───── TASK DATA

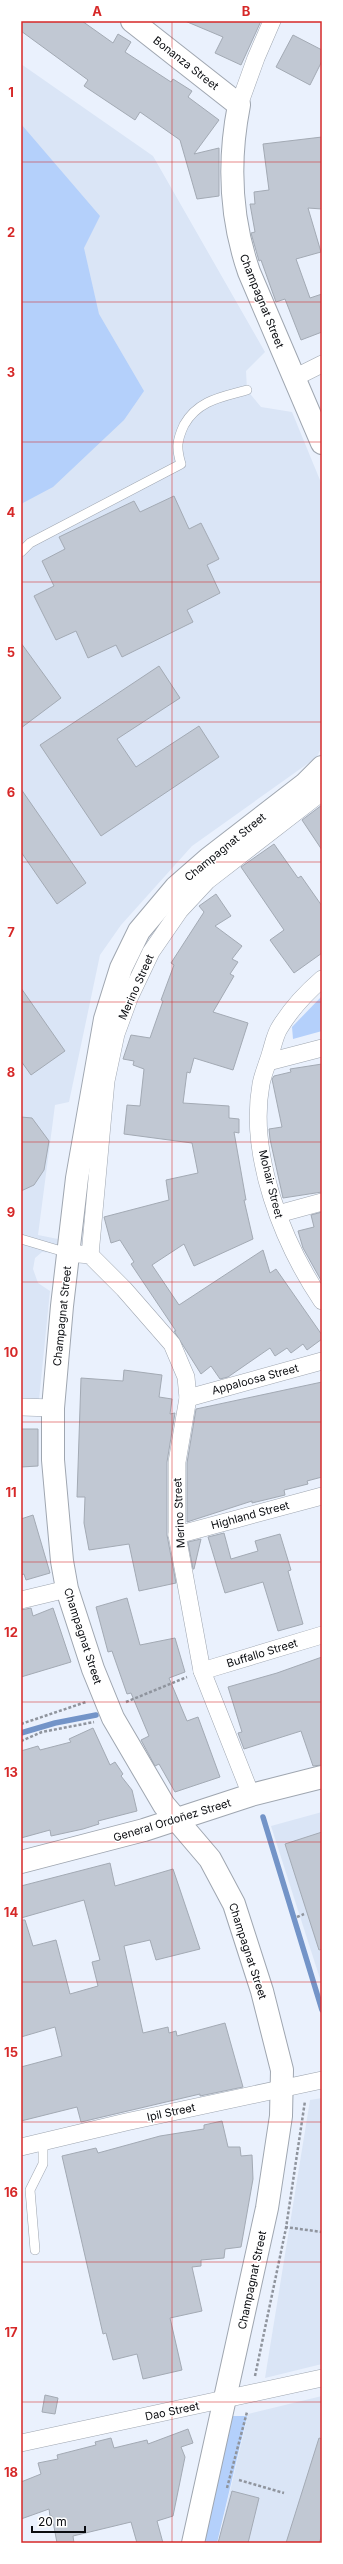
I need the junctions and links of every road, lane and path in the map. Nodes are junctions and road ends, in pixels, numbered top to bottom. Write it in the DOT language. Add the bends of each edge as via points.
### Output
graph roads {
  1 [pos="132,21"];
  2 [pos="272,21"];
  3 [pos="239,105"];
  4 [pos="322,364"];
  5 [pos="294,378"];
  6 [pos="248,390"];
  7 [pos="322,443"];
  8 [pos="21,552"];
  9 [pos="322,767"];
  10 [pos="322,792"];
  11 [pos="322,979"];
  12 [pos="322,1048"];
  13 [pos="268,1062"];
  14 [pos="322,1202"];
  15 [pos="278,1214"];
  16 [pos="21,1239"];
  17 [pos="68,1252"];
  18 [pos="90,1255"];
  19 [pos="322,1301"];
  20 [pos="322,1361"];
  21 [pos="188,1398"];
  22 [pos="21,1407"];
  23 [pos="53,1408"];
  24 [pos="322,1496"];
  25 [pos="177,1535"];
  26 [pos="67,1588"];
  27 [pos="21,1600"];
  28 [pos="322,1635"];
  29 [pos="202,1671"];
  30 [pos="132,1699"];
  31 [pos="99,1704"];
  32 [pos="21,1724"];
  33 [pos="21,1741"];
  34 [pos="322,1777"];
  35 [pos="251,1795"];
  36 [pos="175,1821"];
  37 [pos="21,1862"];
  38 [pos="304,1914"];
  39 [pos="297,1917"];
  40 [pos="322,2080"];
  41 [pos="283,2088"];
  42 [pos="306,2099"];
  43 [pos="44,2142"];
  44 [pos="21,2147"];
  45 [pos="290,2228"];
  46 [pos="322,2232"];
  47 [pos="35,2250"];
  48 [pos="322,2378"];
  49 [pos="251,2394"];
  50 [pos="225,2400"];
  51 [pos="21,2442"];
  52 [pos="239,2480"];
  53 [pos="284,2493"];
  54 [pos="226,2494"];
  55 [pos="193,2543"];
  1 -- 3 [label="street, Bonanza Street"];
  2 -- 3 [label="street"];
  3 -- 5 [label="street, Champagnat Street" via="232,192 235,224 249,272"];
  4 -- 5 [label="street"];
  5 -- 7 [label="street, Champagnat Street"];
  6 -- 8 [label="lane" via="200,405 189,417 178,437 176,448 181,464 30,543"];
  9 -- 17 [label="street, Champagnat Street" via="192,872 158,907 130,946 111,995 105,1019 77,1178"];
  10 -- 18 [label="street, Merino Street" via="207,881 180,910 151,952 130,996 116,1034 106,1081"];
  11 -- 13 [label="street, Mohair Street" via="279,1027"];
  12 -- 13 [label="street"];
  13 -- 15 [label="street, Mohair Street" via="261,1084 260,1138 265,1168"];
  14 -- 15 [label="street"];
  15 -- 19 [label="street, Mohair Street" via="302,1271"];
  16 -- 17 [label="lane"];
  17 -- 18 [label="street"];
  17 -- 23 [label="street, Champagnat Street"];
  18 -- 21 [label="street, Merino Street" via="147,1313 172,1344 186,1377"];
  20 -- 21 [label="street, Appaloosa Street"];
  21 -- 25 [label="street, Merino Street" via="177,1462"];
  22 -- 23 [label="street"];
  23 -- 26 [label="street, Champagnat Street" via="56,1512"];
  24 -- 25 [label="street, Highland Street"];
  25 -- 29 [label="street, Merino Street"];
  26 -- 27 [label="street"];
  26 -- 31 [label="street, Champagnat Street"];
  28 -- 29 [label="street, Buffallo Street"];
  29 -- 30 [label="path"];
  29 -- 35 [label="street, Merino Street"];
  31 -- 32 [label="path"];
  31 -- 33 [label="path" via="100,1721 42,1732"];
  31 -- 36 [label="street, Champagnat Street"];
  34 -- 35 [label="street, General Ordoñez Street"];
  35 -- 36 [label="street, General Ordoñez Street"];
  36 -- 37 [label="street, General Ordoñez Street"];
  36 -- 41 [label="street, Champagnat Street" via="210,1859 234,1904 275,2038"];
  38 -- 39 [label="path"];
  40 -- 41 [label="street, Ipil Street"];
  41 -- 43 [label="street, Ipil Street"];
  41 -- 50 [label="street, Champagnat Street" via="267,2208"];
  42 -- 49 [label="path" via="286,2228"];
  43 -- 44 [label="street, Ipil Street"];
  43 -- 47 [label="lane" via="43,2164 30,2190"];
  45 -- 46 [label="path"];
  48 -- 49 [label="street, Dao Street"];
  49 -- 50 [label="street, Dao Street"];
  49 -- 54 [label="path"];
  50 -- 51 [label="street, Dao Street"];
  50 -- 55 [label="street, Champagnat Street"];
  52 -- 53 [label="path"];
}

──────────

EXERCISE OBJECTIVE | Among the lines of the material, find those that hold the word "Mohair" and copy them.

ANSWER BOX |
  11 -- 13 [label="street, Mohair Street" via="279,1027"];
  13 -- 15 [label="street, Mohair Street" via="261,1084 260,1138 265,1168"];
  15 -- 19 [label="street, Mohair Street" via="302,1271"];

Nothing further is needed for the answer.